Open l0kix2 opened 8 months ago
It is possible to store this flag in the cypress of updated yt, but not 100% sure it wouldn't bite us at some point when cluster is not available and we can't. But maybe if we implement flow carefully that would be good solution.
Maybe we can use ytsaurus resource in some other way: set label for example, or edit condition/status (is it possible in kubectl?). Maybe we can just let the operator to edit this field to false by itself?
Maybe we can have some fuse-resource which is created on successfull cluster update by operator and is never deleted by operator. But human can delete that resource via kubectl which will lead to full update.
I could suggest two approaches for this or a combination of them. The first is to use API aggregation. This allows to implement custom operations for specific tasks:
kubectl yt-upgrade -n yt ghcr.io/ytsaurus/ytsaurus
The second approach is to define separate CRDs for different tasks. For example:
apiVersion: cluster.ytsaurus.tech/v1
kind: YtsaurusVersionUpgrade
metadata:
name: yt
spec:
coreImage: ghcr.io/ytsaurus/ytsaurus
Both approaches require making Ytsaurus CRD read-only. The manifest should only be changed using action CRDs or API calls.
From my point of view, the second approach is preferable due to its simplicity. Distributing cluster settings across different CRDs is less error prone for users. For instance, only YtsaurusClusterCreate
would have cellTag
field as it cannot be change later. Another advantage is a predetermined procedure for each CRD: the operator would know that only a version upgrade should trigger FullUpdate, using RollingUpdate for all other CRDs.

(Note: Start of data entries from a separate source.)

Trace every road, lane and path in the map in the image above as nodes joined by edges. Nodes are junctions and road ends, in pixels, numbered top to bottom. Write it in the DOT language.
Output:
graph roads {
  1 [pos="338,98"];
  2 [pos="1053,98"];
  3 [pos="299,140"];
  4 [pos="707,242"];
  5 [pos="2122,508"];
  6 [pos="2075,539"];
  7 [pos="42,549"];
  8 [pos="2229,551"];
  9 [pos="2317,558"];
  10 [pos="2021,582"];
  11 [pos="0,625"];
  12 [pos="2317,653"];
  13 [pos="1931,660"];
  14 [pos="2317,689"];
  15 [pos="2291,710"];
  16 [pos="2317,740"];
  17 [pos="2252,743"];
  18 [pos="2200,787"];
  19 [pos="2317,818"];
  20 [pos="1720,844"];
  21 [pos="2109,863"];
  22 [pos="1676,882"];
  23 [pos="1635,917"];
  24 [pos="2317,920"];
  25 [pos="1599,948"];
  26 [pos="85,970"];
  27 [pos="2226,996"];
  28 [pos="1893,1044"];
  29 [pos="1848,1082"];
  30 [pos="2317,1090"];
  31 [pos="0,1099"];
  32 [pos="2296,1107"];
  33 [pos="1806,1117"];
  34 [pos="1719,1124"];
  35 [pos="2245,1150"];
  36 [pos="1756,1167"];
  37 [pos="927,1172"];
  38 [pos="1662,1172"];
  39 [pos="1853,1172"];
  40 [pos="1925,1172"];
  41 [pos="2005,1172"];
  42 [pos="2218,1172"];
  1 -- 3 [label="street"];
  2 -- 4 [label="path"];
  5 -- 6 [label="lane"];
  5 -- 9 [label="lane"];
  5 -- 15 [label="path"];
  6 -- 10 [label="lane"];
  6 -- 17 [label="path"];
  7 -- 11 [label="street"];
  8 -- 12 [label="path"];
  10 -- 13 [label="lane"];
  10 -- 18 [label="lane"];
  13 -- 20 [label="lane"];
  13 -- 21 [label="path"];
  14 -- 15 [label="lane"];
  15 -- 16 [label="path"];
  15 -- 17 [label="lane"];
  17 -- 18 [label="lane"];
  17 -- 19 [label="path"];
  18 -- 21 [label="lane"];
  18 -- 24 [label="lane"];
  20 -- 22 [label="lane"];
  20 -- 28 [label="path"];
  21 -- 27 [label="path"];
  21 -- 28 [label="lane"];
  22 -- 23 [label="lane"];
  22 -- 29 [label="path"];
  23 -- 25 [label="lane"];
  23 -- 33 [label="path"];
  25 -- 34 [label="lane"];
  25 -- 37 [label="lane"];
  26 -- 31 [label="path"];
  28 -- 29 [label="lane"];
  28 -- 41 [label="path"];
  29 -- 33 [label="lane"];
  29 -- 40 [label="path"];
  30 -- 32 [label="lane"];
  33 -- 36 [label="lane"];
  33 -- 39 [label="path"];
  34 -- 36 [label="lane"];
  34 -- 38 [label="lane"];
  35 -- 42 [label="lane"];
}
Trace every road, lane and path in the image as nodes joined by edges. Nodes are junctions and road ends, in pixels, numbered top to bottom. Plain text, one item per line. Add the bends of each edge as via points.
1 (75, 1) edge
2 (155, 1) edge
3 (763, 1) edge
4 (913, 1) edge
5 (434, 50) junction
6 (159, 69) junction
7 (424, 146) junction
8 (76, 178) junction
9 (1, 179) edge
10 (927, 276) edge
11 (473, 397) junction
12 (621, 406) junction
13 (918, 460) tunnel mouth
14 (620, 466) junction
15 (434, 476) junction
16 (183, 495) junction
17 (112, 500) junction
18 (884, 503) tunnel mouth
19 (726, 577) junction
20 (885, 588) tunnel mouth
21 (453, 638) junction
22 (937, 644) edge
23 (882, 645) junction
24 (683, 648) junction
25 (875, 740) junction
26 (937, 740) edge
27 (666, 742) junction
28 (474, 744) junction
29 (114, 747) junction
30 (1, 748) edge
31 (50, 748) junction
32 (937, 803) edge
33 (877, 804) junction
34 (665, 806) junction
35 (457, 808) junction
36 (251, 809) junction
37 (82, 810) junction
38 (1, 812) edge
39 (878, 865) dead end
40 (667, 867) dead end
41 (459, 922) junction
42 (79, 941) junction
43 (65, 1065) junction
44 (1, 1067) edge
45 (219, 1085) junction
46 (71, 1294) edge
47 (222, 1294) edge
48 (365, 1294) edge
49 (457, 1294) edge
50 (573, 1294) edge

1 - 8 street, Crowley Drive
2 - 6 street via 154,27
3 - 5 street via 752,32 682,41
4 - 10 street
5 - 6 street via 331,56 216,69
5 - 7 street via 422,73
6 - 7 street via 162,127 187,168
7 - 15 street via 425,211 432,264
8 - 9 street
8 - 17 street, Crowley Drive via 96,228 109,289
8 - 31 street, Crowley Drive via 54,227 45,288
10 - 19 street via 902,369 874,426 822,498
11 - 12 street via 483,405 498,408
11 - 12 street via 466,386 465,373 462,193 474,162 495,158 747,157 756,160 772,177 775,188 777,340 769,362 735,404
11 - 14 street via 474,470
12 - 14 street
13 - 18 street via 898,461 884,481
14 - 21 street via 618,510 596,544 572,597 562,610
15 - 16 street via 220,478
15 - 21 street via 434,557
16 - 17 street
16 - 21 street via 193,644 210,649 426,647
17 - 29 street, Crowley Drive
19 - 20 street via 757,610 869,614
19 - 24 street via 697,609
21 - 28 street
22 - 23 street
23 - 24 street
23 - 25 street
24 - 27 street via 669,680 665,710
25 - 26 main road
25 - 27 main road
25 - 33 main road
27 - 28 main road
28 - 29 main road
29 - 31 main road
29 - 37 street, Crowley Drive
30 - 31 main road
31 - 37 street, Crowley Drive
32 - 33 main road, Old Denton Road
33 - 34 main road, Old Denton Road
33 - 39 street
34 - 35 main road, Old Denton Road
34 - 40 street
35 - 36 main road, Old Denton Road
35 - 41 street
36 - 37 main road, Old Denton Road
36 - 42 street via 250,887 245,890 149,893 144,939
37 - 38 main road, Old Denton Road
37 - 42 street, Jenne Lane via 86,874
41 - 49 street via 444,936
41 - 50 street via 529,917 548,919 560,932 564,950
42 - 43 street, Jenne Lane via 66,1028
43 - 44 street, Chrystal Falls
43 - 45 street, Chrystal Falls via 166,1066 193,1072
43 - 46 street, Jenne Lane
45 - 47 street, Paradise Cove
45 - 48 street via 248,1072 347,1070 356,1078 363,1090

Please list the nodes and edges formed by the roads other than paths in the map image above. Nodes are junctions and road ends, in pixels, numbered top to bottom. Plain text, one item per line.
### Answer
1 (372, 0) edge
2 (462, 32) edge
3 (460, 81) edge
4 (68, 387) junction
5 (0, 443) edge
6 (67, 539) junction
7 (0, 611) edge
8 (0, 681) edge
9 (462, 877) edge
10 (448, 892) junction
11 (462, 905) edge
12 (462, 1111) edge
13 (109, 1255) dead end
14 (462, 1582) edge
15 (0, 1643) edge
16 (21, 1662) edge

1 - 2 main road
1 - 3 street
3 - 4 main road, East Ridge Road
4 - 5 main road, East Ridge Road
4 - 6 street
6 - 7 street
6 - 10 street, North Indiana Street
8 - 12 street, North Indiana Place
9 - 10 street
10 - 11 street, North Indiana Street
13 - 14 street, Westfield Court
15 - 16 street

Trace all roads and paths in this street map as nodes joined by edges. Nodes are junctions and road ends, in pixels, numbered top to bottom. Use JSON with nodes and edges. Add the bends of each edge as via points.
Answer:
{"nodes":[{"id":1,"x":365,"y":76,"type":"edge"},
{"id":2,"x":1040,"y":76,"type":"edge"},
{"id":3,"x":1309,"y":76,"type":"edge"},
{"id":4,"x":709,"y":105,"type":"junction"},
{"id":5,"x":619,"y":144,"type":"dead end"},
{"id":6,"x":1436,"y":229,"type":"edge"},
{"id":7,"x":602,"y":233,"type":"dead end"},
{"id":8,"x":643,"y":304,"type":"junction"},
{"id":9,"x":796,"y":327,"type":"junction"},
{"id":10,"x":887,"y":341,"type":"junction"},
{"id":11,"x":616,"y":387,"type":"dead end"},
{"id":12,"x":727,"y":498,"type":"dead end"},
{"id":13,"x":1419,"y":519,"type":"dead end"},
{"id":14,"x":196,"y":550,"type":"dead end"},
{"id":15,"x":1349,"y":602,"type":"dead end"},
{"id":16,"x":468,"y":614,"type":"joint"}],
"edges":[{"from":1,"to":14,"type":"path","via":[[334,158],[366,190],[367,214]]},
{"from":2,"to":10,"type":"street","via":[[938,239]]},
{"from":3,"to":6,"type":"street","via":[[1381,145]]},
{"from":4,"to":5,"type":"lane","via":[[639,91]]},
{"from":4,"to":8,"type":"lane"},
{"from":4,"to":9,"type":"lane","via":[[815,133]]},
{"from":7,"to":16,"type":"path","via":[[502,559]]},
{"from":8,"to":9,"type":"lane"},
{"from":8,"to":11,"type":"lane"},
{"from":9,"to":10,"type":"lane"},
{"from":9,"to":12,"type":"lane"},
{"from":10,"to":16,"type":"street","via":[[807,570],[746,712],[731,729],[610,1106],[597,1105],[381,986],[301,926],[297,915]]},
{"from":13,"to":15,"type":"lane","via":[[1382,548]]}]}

The current use of a single CRD is too difficult to maintain. It is often ambiguous which action operator should execute when changing several fields in the manifest.
Currently we have EnableFullUpdate field in the ytsaurus main CRD and if it set to true operator consider it can recreate all the pods and fully update yt cluster. The idea here is full update would be controllable by human, but the problem is on deploy we often forget to change
EnableFullUpdate=false
back.It would be better replaced with something that can be changed back by operator itself after full update is triggered and approved by human,
Ideas are appreciated.